See similar information in the enclose link.

http://cuky2000.250free.com/SC_Calc_Dist_Tranf_1.jpg

Paraphrasing Yogi Berra, engineering is 90% technical and the other half is administrative.

 

[tommom]

A typical, quicky calc for secondary fault current is to divide KVA/(%z*(1-.075))= fault kva. fault kva/v*1.73 = secondary fault current as though primary were infinite bus. (the 1-.075 takes into account mfr tolerances). As long as the motor contribution is not significant, this should be a good estimate. As a quickie estimate, I add up all motor currents (anything over say 1Hp), multiply x 4 and add to fault current from transformer. If you are paralleling with a generator, you need to add its fault contribution as well.

Then, I sec fault*V secondary/V primary will give you the current flowing on the primary.

However, if the secondary fault is line to ground on a delta-wye transformer, that fault current will appear as circulating current on the delta primary side.

 

[davidbeach]

I don't think the OP was dealing with a generator, but since it was mentioned, paralleling a generator and a transformer fed by the grid produces a system with higher fault currents than the sum of the two alone. The 3-phase fault level is not significantly higher than the sum, but the SLG fault is significantly higher. Need to watch that one or it can get you in trouble.

 

[dpc]

David,

I guess I'm not following you. That seems to violate superposition. Can you give an example.

 

[davidbeach]

Having been bit by it, I know it's there. This deals with a solidly grounded 480V generator (2MW in the case at hand) to be paralleled with a utility service. Draw the SLG fault sequence diagram (physically or mentally). Now assign the following values: Utility Z1, Z2, Z0 - medium with Z0 a medium high (grounded-wye / grounded-wye service transformer) or medium low (delta / grounded-wye service transformer). Generator Z1, Z2 - high, Z0 - low (or even really low).

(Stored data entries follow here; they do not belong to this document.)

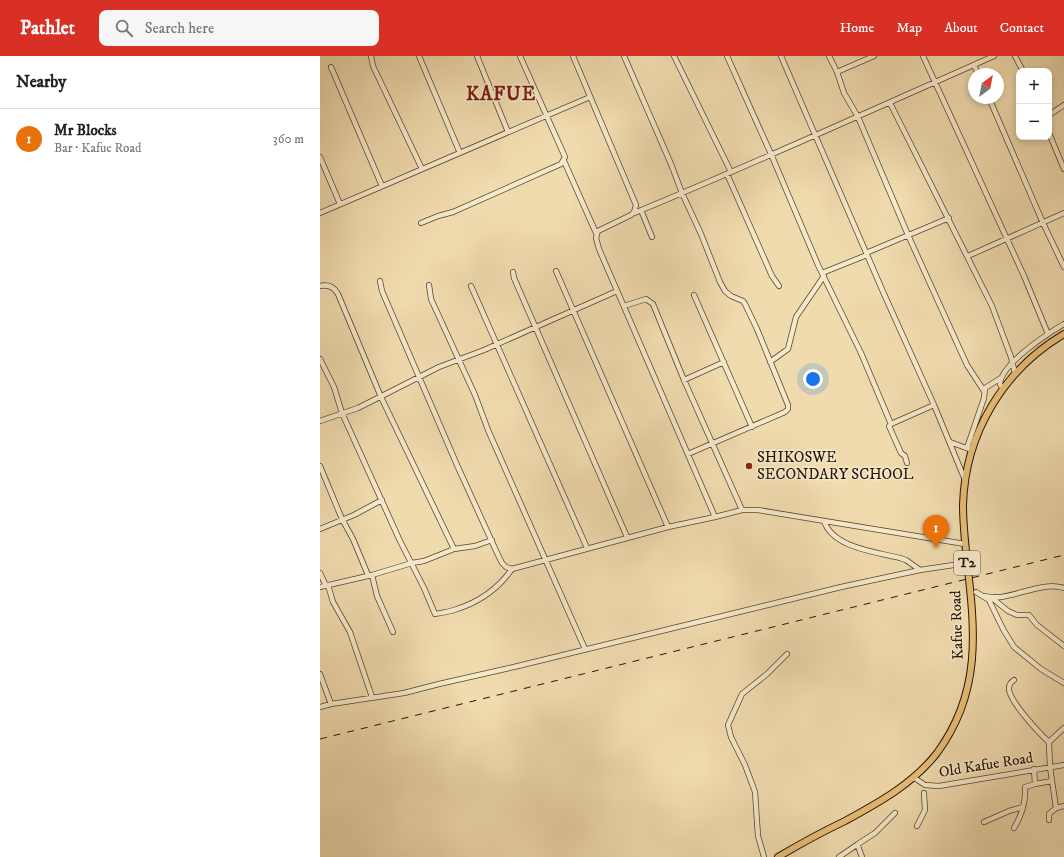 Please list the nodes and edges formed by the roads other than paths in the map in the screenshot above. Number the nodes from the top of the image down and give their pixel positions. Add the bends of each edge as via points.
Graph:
1 (371, 56) edge
2 (418, 56) edge
3 (478, 56) edge
4 (520, 56) edge
5 (573, 56) edge
6 (624, 56) edge
7 (674, 56) edge
8 (728, 56) edge
9 (781, 56) edge
10 (829, 56) edge
11 (874, 56) edge
12 (923, 56) edge
13 (994, 56) edge
14 (1015, 56) edge
15 (974, 65) junction
16 (331, 67) dead end
17 (975, 68) edge
18 (1021, 68) edge
19 (837, 72) junction
20 (935, 82) junction
21 (590, 97) junction
22 (890, 103) junction
23 (992, 104) edge
24 (1064, 105) edge
25 (1052, 113) edge
26 (546, 115) junction
27 (858, 117) junction
28 (508, 132) junction
29 (815, 135) junction
30 (1052, 140) edge
31 (460, 153) junction
32 (771, 154) junction
33 (320, 157) edge
34 (564, 161) junction
35 (422, 169) junction
36 (1064, 169) edge
37 (729, 173) junction
38 (382, 186) junction
39 (682, 194) junction
40 (340, 204) junction
41 (641, 210) junction
42 (320, 213) edge
43 (1064, 213) edge
44 (632, 214) junction
45 (949, 218) junction
46 (421, 223) dead end
47 (1043, 223) junction
48 (596, 233) junction
49 (908, 235) junction
50 (652, 237) dead end
51 (1007, 238) junction
52 (866, 254) junction
53 (968, 256) junction
54 (1064, 267) edge
55 (556, 271) dead end
56 (513, 272) dead end
57 (823, 274) junction
58 (380, 280) dead end
59 (428, 285) dead end
60 (320, 286) edge
61 (471, 286) dead end
62 (778, 286) dead end
63 (617, 291) junction
64 (694, 295) dead end
65 (624, 306) junction
66 (574, 311) junction
67 (1064, 324) edge
68 (535, 327) junction
69 (1048, 334) junction
70 (1064, 334) edge
71 (497, 344) junction
72 (320, 359) edge
73 (459, 360) junction
74 (724, 362) junction
75 (770, 362) junction
76 (1013, 362) junction
77 (1015, 373) junction
78 (419, 378) junction
79 (1001, 378) junction
80 (684, 380) junction
81 (1003, 389) junction
82 (984, 391) junction
83 (381, 397) junction
84 (934, 405) junction
85 (342, 413) junction
86 (320, 420) edge
87 (891, 424) junction
88 (752, 427) junction
89 (950, 442) junction
90 (713, 445) junction
91 (969, 449) junction
92 (688, 454) junction
93 (907, 462) dead end
94 (320, 466) edge
95 (966, 480) junction
96 (382, 500) junction
97 (742, 510) junction
98 (715, 517) junction
99 (342, 519) junction
100 (824, 521) junction
101 (668, 527) junction
102 (320, 529) edge
103 (627, 537) junction
104 (492, 540) junction
105 (965, 544) junction
106 (587, 548) junction
107 (454, 549) junction
108 (546, 559) junction
109 (412, 563) junction
110 (967, 563) junction
111 (512, 569) junction
112 (920, 570) junction
113 (320, 573) edge
114 (370, 575) junction
115 (327, 586) junction
116 (320, 587) edge
117 (1064, 588) edge
118 (973, 591) junction
119 (992, 598) junction
120 (393, 632) dead end
121 (1064, 646) edge
122 (585, 649) junction
123 (787, 654) dead end
124 (320, 674) edge
125 (1014, 680) dead end
126 (1064, 683) edge
127 (372, 697) junction
128 (331, 704) junction
129 (320, 708) edge
130 (1064, 728) edge
131 (1050, 742) junction
132 (1064, 765) edge
133 (1050, 767) junction
134 (1034, 770) junction
135 (913, 777) junction
136 (1052, 781) junction
137 (1035, 784) junction
138 (924, 793) dead end
139 (1064, 806) edge
140 (1023, 807) junction
141 (1056, 808) junction
142 (895, 813) dead end
143 (1049, 820) dead end
144 (984, 822) dead end
145 (917, 826) dead end
146 (1014, 828) dead end
147 (858, 844) junction
148 (764, 857) edge
149 (778, 857) edge
150 (839, 857) edge
151 (862, 857) edge

1 - 35 street via 373,66
2 - 31 street
3 - 28 street
4 - 26 street
5 - 21 street
6 - 39 street
7 - 37 street
8 - 32 street
9 - 29 street
10 - 19 street
11 - 19 street
12 - 20 street
13 - 15 street
14 - 18 street
15 - 17 street
15 - 20 street
16 - 38 street
19 - 27 street via 844,93
20 - 22 street
20 - 51 street
21 - 26 street
21 - 44 street via 636,205
22 - 27 street
22 - 45 street
23 - 47 street
24 - 25 street
26 - 28 street
26 - 34 street via 565,157
27 - 29 street
27 - 49 street
28 - 31 street
29 - 32 street
29 - 52 street
30 - 36 street
31 - 35 street
32 - 37 street
32 - 57 street
33 - 40 street
34 - 46 street via 479,201
34 - 48 street
35 - 38 street
37 - 39 street
37 - 62 street
38 - 40 street
39 - 41 street
39 - 75 street via 720,282 725,291 745,304
40 - 42 street
41 - 44 street
41 - 50 street
43 - 47 street
44 - 48 street
45 - 49 street
45 - 53 street
47 - 51 street
47 - 54 street
48 - 63 street via 599,249
49 - 52 street
49 - 82 street via 967,365
51 - 53 street
51 - 69 street
52 - 57 street
52 - 84 street
53 - 76 street via 996,316
55 - 66 street
56 - 68 street
57 - 75 street via 796,317 788,349
57 - 87 street
58 - 78 street via 382,291
59 - 73 street via 431,299
60 - 83 street via 330,287 338,294
61 - 71 street
63 - 65 street
63 - 66 street
64 - 74 street
65 - 80 street via 646,299 653,304
65 - 92 street
66 - 68 street
66 - 101 street
67 - 69 street
68 - 71 street
68 - 103 street
69 - 76 street
70 - 77 highway, Kafue Road / T2
71 - 73 street
71 - 106 street
72 - 85 street
73 - 78 street
73 - 108 street via 490,436
74 - 80 street
74 - 88 street
75 - 88 street via 788,409
76 - 77 street
76 - 79 street
77 - 81 highway, Kafue Road / T2
78 - 83 street
78 - 104 street
79 - 81 street via 1000,384
79 - 82 street
80 - 90 street
81 - 91 highway, Kafue Road / T2
82 - 91 street
83 - 85 street
83 - 107 street
84 - 87 street
84 - 89 street
85 - 86 street
85 - 96 street
87 - 93 street via 889,429
88 - 90 street
89 - 91 street
89 - 95 street
90 - 92 street
90 - 97 street
91 - 95 highway, Kafue Road / T2
92 - 98 street
94 - 99 street
95 - 105 highway, Kafue Road / T2 via 963,505
96 - 99 street
96 - 109 street
97 - 98 street
97 - 100 street via 765,511
98 - 101 street
99 - 102 street
99 - 114 street
100 - 105 street
100 - 112 street via 829,531 842,542 906,560
101 - 103 street
103 - 106 street
104 - 107 street
104 - 111 street via 502,563
105 - 110 highway, Kafue Road / T2
106 - 108 street
107 - 109 street
108 - 111 street
108 - 122 street
109 - 111 street via 435,614 454,610 484,596 498,586
109 - 114 street
110 - 112 street
110 - 118 highway, Kafue Road / T2
112 - 122 street
113 - 115 street
114 - 115 street
114 - 120 street
115 - 116 street
115 - 127 street via 350,632
117 - 119 street via 1050,586
118 - 119 street
118 - 126 street via 989,600 1014,647 1041,669
118 - 135 highway, Kafue Road / T2 via 974,640 966,695 943,744
119 - 121 street via 1008,611 1017,615 1029,615 1037,625
122 - 127 street via 404,693
123 - 148 street via 742,694 728,725 755,792 758,836
124 - 128 street
125 - 131 street via 1009,688 1012,698 1028,720
127 - 128 street
128 - 129 street
130 - 131 street
131 - 133 street
132 - 133 street, Old Kafue Road
133 - 134 street, Old Kafue Road
133 - 136 street
134 - 135 street, Old Kafue Road via 939,786 925,785
134 - 137 street
135 - 149 highway, Kafue Road / T2 via 886,797
136 - 137 street
136 - 141 street
137 - 140 street via 1025,787
138 - 145 street via 925,810
139 - 141 street
140 - 144 street
140 - 146 street
141 - 143 street via 1049,814
142 - 147 street via 875,833
147 - 150 street
147 - 151 street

Utility alone fault current flows through three medium (+/-)impedances and produces a medium current. Generator alone the fault current flows through two high impedances and one low impedance and produces a low fault current. So far, so good. Now, put the two in parallel and what you have is Z1 and Z2 are the parallel combination of medium and high, or something less than medium, but Z0 is now the parallel combination of medium and low, or something even lower than low, so the fault current is quite high.

Thinking about the diagrams now, I guess the 3-phase would be the sum of the two, but the SLG is most definitely not. When you have a utility SLG value of about 30kA and a generator SLG in the high 20kA range and you put them in parallel and the analysis software spits out upward of 80kA fault current (I don't have the exact numbers at hand from that project but the general order of magnitude is right) it really grabs your attention. That was the only time I found the need to do a hand calc to verify what SKM was telling me, and by gum they were right and my 65kA gear was in trouble.

There are advantages to working with the utility on projects that they want to make happen at a reasonable cost (read utility funded) - I got out of that bind by getting them to provide real transformer impedances and real system impedances ahead of the service and that knocked my fault currents way down and 65kA was great plenty.

Gotta watch those generator Z0 values for solidly grounded machines; Z0 is basically just the DC resistance of the windings and that is very low.

 

[dpc]

David,

(I guess we've hijacked this thread.)

OK, I understand you now - yes, I've run into this myself for SLG faults.

regards,

dpc

 

[jghrist]

David,

The higher fault currents occur in the generators that are the subject of thread238-175448. Total Ø-grd fault current with both the utility source (with grd-wye secondary) and the generator connected is 80 kA on the 480 volt generator bus. Ø-grd fault current with the utility source alone would be 38 kA. Ø-grd fault current with the generator alone would be 30 kA. 30+38=80. Current through the generator is 43 kA with the utility source connected.

 

[davidbeach]

jghrist, yep those are the types of numbers I saw; a bit higher but the sum of the two together much higher than the sum of the two separately.

 

[jbond]

Hey, TinFoils post above seems to say:

For example, you may be talking about a single-line-to-ground fault on a system suppled by a delta/wye transformer.
In that case, two different primary phases are going to furnish the fault current, at 1/sqrt(3) each of the magnitude that a wye-wye connection would generate under similar circumstances..

Whereas Tommom's post says:

However, if the secondary fault is line to ground on a delta-wye transformer, that fault current will appear as circulating current on the delta primary side.

Are these 2 posts contradicting? Tinfoil seems to say that there will be an influence on the input to the primary side of the Tx, whereas Tommom seems to say that the influence is contained within the primary side and the external phase connections will see no difference?

 

[davidbeach]

You'll see fault current on the phase conductors on the primary side of the transformer.

 

[00123456]

Hi,
Basic calculation is;
I have assumed; it's 3-ph symmetrical fault current = 9000A
Primary voltage = 13.2kV
Secondary voltage = 208V

Through fault current refelcted on Primary side = (208*9000) / (13.2*1000) = 141.81 Ampere

Is this three phase TR or single phase? If it is three phase then what is the TR configurations (D-Y,YY,YD etc.)?
9000A is the three phase?

Thanks